**WORK TO BE COMPLETED**:
What lines below mention the word "ImageSurface"? Copy each one.

-------- RECORDS FOR THE TASK

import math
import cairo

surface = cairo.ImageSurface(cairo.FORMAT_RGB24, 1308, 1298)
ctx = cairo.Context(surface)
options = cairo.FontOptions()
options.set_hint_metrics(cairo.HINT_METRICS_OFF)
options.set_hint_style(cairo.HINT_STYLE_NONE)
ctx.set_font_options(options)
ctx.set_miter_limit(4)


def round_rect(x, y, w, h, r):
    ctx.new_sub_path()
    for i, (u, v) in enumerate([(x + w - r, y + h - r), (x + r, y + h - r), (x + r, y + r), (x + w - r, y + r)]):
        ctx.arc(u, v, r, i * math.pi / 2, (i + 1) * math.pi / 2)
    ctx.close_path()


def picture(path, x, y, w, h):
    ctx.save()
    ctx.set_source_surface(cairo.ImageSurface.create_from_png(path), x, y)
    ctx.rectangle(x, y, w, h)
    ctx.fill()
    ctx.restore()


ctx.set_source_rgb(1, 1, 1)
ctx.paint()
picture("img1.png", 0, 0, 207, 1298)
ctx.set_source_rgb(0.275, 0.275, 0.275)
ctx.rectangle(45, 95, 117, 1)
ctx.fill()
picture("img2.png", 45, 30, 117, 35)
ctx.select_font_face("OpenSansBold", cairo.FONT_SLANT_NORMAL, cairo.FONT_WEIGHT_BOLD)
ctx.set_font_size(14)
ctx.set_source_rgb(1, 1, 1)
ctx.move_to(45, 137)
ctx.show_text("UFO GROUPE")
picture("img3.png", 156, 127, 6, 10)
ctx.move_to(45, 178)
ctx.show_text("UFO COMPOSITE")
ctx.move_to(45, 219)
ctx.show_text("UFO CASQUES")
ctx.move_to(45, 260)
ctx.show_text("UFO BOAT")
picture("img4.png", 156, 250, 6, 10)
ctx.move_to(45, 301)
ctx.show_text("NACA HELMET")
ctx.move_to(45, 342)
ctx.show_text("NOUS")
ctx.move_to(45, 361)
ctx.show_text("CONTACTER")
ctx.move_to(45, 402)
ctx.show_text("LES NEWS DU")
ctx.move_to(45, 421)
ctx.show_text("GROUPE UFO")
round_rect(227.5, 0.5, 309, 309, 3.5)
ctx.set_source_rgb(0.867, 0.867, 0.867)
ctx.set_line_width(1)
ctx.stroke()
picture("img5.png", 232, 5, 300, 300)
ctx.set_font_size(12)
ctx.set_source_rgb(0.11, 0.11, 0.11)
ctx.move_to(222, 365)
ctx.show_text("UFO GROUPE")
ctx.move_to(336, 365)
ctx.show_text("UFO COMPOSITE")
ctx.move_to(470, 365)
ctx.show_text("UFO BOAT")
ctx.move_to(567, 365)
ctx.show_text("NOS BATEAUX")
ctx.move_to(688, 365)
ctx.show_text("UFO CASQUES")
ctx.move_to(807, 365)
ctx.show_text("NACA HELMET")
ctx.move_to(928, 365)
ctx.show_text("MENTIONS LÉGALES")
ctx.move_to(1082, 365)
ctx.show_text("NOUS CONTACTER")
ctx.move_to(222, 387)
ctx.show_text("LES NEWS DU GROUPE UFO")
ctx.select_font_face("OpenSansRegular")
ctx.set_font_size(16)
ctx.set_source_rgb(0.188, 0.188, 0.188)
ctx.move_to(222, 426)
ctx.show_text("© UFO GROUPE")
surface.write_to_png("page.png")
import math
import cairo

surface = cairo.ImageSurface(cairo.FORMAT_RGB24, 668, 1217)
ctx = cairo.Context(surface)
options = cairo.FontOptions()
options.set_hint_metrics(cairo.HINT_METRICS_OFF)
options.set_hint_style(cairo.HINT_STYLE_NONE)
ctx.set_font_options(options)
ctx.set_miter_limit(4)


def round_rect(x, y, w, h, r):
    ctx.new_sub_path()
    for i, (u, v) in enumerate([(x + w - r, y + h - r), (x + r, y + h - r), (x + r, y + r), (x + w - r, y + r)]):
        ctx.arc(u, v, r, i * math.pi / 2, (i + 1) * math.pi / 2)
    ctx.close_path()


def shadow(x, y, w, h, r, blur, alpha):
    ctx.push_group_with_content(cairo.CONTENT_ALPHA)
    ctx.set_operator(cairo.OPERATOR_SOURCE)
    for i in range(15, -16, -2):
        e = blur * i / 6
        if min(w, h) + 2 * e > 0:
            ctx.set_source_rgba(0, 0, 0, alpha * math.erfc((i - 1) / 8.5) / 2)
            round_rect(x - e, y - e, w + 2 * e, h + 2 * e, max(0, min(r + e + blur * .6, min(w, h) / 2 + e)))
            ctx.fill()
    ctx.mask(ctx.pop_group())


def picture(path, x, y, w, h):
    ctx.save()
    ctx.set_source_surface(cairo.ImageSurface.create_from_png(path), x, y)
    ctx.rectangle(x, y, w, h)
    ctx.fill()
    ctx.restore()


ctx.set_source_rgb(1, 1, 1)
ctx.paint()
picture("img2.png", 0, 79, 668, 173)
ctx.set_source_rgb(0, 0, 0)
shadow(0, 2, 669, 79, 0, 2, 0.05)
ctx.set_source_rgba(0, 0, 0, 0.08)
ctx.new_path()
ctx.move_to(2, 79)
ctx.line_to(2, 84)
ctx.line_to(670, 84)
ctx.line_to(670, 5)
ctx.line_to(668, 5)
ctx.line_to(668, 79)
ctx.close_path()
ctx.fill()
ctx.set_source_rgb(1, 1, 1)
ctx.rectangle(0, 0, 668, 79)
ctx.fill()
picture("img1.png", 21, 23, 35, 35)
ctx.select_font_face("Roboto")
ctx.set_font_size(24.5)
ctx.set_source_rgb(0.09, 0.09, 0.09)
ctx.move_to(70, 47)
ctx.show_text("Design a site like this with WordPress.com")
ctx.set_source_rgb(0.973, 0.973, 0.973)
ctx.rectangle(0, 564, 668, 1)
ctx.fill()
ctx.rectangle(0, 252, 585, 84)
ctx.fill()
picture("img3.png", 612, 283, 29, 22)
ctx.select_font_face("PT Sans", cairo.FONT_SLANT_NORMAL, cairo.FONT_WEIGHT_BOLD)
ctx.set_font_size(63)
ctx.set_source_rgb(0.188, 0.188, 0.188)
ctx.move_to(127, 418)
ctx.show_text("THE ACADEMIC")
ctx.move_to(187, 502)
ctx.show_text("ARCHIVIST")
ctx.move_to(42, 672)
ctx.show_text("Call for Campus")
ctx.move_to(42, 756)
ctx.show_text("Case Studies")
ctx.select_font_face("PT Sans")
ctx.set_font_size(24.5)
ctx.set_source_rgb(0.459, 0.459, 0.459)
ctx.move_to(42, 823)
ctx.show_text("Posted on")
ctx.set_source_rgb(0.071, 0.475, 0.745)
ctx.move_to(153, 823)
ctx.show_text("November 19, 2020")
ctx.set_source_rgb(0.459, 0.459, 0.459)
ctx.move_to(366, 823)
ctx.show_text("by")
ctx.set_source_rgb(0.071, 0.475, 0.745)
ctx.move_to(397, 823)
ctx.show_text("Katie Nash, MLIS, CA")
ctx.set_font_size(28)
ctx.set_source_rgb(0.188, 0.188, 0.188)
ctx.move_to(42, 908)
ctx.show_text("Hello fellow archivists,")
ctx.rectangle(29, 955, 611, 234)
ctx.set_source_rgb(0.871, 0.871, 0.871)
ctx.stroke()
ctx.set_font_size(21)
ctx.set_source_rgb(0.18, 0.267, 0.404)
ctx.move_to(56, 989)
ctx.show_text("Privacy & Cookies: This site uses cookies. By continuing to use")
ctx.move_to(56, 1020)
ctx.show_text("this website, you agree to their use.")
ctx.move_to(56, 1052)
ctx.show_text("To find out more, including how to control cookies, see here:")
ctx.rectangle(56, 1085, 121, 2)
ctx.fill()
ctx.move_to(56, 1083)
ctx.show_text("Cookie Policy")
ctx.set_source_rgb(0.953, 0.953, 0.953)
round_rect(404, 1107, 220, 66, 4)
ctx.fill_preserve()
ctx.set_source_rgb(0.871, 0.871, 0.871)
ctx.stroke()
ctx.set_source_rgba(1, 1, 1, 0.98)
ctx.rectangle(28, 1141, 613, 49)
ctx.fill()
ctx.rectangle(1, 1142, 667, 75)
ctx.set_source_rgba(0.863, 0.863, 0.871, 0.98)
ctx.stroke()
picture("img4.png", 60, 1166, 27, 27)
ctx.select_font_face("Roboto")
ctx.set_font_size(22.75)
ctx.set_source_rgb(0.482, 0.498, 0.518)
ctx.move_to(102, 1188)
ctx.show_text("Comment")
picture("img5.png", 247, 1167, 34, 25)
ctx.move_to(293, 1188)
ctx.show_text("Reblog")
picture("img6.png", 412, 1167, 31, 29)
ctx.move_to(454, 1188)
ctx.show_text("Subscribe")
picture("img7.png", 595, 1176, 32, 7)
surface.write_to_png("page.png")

----------------

**ANSWER FOR THE TASK**:
surface = cairo.ImageSurface(cairo.FORMAT_RGB24, 1308, 1298)
    ctx.set_source_surface(cairo.ImageSurface.create_from_png(path), x, y)
surface = cairo.ImageSurface(cairo.FORMAT_RGB24, 668, 1217)
    ctx.set_source_surface(cairo.ImageSurface.create_from_png(path), x, y)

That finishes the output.